Serra’s ‘Splash’: A Public Artist’s Private Breakthrough


Johns had recently bought a building known as the Bank, on East Houston Street, that had housed the Providence Loan Society. The main room, a double-height space, served as his studio. When Serra visited one day to select the site for the piece, he thought there wasn’t enough free wall space to accommodate a work on the scale of the Whitney piece. So instead, he did a smaller piece in a corner of a wide hallway adjacent to Johns’s studio.

Unlike the Whitney piece, which was done at night to avoid subjecting the public to noxious fumes, the Johns piece was done during the day, in the last week of 1969. Serra had an assistant, the composer Philip Glass, who had supported himself as a plumber and whom Serra credited with introducing him to the material of lead.

The splash piece, by the way, was also a cast piece — this is essential. When Serra spattered the lead, he didn’t just let it form puddles on the floor. Instead he aimed it at a steel plate, roughly two feet high and five feet long, that jutted from the bottom of the wall at an angle. After the lead cooled — it went from liquid to solid almost immediately — Serra separated it from the plate, or “uncorked it,” as he told me. He was left with a lead cast, a sculpture — a long, often rough-edged slat of metal.

Johns offered Serra a drawing in exchange for the sculpture, and Serra eventually — in 1981, more than a decade later — selected “Skin,” a tall 1975 drawing, in charcoal and oil, whose central image vaguely resembled a human figure with skeletal arms and bony hands, in a low-cut dress; it was in fact a direct imprint from Johns’s body.

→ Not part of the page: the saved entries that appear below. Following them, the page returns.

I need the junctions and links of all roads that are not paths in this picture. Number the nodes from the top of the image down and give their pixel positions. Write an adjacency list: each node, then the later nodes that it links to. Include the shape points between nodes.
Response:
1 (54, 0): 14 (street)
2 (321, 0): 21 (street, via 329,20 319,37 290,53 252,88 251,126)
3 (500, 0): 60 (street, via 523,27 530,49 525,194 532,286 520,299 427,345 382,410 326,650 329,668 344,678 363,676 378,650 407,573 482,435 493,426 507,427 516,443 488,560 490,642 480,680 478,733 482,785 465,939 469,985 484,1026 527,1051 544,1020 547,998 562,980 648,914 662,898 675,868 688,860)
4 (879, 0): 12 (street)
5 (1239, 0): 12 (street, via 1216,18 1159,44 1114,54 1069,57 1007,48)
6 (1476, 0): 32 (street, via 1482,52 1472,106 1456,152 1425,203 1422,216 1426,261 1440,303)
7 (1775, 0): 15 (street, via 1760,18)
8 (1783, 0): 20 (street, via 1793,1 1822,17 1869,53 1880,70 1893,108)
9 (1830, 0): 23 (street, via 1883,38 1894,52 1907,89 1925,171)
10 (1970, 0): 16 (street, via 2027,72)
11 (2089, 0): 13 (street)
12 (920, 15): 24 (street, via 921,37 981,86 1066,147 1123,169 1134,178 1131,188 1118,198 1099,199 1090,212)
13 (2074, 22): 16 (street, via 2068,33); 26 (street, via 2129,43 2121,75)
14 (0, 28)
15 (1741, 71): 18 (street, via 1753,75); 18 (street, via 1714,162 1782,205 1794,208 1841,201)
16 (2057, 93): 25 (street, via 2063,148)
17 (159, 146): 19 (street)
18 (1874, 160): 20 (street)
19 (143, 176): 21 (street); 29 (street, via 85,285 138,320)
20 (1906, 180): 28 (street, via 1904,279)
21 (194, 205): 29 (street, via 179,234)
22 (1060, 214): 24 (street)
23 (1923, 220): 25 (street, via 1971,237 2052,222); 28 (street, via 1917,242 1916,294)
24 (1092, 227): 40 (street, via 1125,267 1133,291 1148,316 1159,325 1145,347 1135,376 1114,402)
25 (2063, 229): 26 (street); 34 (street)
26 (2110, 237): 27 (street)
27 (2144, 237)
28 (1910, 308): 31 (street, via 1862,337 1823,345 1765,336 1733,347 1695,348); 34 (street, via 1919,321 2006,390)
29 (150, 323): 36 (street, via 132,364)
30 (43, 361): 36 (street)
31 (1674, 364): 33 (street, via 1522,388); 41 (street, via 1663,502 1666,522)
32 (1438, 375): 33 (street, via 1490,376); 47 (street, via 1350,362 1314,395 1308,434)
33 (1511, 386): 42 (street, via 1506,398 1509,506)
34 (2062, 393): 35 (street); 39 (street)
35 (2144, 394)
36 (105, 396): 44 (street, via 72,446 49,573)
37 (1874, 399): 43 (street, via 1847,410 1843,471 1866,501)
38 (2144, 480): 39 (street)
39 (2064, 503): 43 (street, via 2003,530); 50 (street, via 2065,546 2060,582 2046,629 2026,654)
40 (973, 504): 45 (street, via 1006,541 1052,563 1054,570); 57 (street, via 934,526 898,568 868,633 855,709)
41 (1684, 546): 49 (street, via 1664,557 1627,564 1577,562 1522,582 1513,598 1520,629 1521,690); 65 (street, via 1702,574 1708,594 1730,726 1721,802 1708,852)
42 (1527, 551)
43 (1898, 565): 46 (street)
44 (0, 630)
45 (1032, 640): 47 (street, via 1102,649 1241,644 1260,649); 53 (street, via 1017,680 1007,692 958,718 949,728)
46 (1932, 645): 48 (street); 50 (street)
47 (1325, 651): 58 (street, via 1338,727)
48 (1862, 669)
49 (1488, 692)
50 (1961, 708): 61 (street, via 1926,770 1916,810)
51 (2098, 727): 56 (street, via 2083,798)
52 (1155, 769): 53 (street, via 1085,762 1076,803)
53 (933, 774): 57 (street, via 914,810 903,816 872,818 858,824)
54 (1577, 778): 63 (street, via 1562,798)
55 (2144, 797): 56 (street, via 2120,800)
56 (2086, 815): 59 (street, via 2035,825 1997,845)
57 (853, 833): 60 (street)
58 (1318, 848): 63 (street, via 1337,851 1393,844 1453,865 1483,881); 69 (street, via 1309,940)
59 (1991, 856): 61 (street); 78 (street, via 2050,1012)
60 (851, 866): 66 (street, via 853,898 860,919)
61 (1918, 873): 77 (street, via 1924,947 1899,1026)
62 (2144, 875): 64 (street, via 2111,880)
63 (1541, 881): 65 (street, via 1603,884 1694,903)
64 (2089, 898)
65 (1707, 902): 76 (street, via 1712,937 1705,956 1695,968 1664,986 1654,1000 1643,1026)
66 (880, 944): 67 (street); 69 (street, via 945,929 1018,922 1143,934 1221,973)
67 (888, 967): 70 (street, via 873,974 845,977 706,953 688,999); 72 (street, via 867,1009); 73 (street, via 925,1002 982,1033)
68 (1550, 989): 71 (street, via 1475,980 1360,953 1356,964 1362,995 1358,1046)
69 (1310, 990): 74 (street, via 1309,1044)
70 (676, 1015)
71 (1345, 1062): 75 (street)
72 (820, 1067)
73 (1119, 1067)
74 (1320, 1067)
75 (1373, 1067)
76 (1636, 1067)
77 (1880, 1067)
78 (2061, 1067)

It was a reminder that Johns and Serra shared, among other things, a love of casting and printing, of imprinting — whether the subject was a hand, two ale cans or the anonymous space between a wall and the floor. Which is not to say that Johns’s body print looked anything like him. “You can’t know what sex the drawing is,” Serra told me in 2019 in his loft on Duane Street. “Is it a monkey’s head, or a woman’s head, or a man’s head? It’s in my kitchen. I see it every day, and it is really nourishing.”